Araújo J F, Souza M R, Sperlescu A, Balbo R J
Departamento de Patologia, Faculdade de Ciências Médicas, Pontifícia Universidade Católica de Campinas, Brasil.
Arq Neuropsiquiatr. 1998 Sep;56(3A):486-90. doi: 10.1590/s0004-282x1998000300022.

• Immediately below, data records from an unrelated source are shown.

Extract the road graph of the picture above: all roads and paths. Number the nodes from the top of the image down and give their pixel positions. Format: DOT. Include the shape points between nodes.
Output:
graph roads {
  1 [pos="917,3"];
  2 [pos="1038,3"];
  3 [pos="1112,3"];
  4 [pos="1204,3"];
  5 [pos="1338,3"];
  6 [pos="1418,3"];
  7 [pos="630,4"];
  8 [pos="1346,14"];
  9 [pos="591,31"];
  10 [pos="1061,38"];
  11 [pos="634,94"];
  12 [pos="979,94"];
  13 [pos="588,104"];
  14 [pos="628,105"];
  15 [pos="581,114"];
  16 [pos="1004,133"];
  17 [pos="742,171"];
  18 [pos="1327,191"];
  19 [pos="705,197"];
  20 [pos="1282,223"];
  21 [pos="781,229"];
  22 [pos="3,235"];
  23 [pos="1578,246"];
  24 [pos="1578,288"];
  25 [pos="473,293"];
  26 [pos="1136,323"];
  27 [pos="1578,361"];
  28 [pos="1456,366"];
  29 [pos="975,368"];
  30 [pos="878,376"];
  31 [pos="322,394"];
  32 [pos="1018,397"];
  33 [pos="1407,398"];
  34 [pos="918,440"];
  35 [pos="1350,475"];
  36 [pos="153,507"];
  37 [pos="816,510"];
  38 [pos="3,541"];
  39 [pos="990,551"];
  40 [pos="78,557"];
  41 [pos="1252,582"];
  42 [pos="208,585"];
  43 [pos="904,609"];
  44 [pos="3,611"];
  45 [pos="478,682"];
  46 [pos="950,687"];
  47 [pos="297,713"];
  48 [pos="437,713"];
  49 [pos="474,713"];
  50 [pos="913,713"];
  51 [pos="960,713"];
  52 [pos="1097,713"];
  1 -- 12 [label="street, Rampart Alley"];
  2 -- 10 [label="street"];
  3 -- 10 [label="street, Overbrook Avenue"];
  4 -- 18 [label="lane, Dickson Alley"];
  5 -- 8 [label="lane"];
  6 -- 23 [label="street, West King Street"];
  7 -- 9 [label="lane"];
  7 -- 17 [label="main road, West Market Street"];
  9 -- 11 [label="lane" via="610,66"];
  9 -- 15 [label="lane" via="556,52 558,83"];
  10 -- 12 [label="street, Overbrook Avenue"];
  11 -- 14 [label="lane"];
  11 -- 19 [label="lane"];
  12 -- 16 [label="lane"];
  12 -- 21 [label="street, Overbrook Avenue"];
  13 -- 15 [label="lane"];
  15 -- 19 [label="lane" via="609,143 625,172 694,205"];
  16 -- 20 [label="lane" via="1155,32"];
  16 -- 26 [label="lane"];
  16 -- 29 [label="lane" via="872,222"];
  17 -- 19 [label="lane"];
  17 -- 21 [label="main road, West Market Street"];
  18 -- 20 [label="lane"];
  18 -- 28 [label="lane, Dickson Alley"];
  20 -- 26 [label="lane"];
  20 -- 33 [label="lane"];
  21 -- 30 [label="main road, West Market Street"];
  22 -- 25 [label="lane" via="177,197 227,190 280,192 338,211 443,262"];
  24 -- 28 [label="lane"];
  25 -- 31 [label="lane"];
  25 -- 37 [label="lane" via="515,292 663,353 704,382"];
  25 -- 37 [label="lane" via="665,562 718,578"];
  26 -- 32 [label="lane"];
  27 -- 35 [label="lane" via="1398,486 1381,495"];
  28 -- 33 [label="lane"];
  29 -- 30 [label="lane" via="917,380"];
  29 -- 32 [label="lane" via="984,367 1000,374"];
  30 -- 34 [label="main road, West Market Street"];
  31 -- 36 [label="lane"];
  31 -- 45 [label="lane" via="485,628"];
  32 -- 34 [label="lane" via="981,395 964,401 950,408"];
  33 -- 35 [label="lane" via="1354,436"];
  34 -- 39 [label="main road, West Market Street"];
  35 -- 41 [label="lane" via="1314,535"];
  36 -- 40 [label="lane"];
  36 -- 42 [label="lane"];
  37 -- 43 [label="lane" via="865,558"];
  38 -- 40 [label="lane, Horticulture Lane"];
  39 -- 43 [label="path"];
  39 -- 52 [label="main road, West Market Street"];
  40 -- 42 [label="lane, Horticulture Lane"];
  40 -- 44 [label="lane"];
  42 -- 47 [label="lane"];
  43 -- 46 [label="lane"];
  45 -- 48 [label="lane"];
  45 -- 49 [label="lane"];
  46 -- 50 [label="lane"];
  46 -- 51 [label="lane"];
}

We present the case of a 8-years-old boy, admitted with a history of headache, nausea and vomiting. Cerebral angiography showed a non-vascular mass on frontal lobe. The patient underwent craniotomy and the lesion was removed. Neuropathological study revealed that the tumor was a ganglioglioma. The patient received pos-operative radiotherapy. On follow-up, 16 years after, a computed tomographic scan showed a recurrence of the tumor, and a second surgery revealed a glioblastoma multiform. Gangliogliomas are rare tumors of the central nervous system containing neoplastic ganglion cells and low grade neoplastic glial cells. The malignant degeneration occurs only in the glial component, so the prognosis of these tumors is related to the grade of that component.
我们报告一例8岁男孩的病例,该男孩因头痛、恶心和呕吐病史入院。脑血管造影显示额叶有一个非血管性肿块。患者接受了开颅手术并切除了病变。神经病理学研究显示该肿瘤为神经节胶质瘤。患者接受了术后放疗。随访16年后,计算机断层扫描显示肿瘤复发,二次手术显示为多形性胶质母细胞瘤。神经节胶质瘤是中枢神经系统罕见的肿瘤,包含肿瘤性神经节细胞和低级别肿瘤性胶质细胞。恶性变仅发生在胶质成分中,因此这些肿瘤的预后与该成分的分级有关。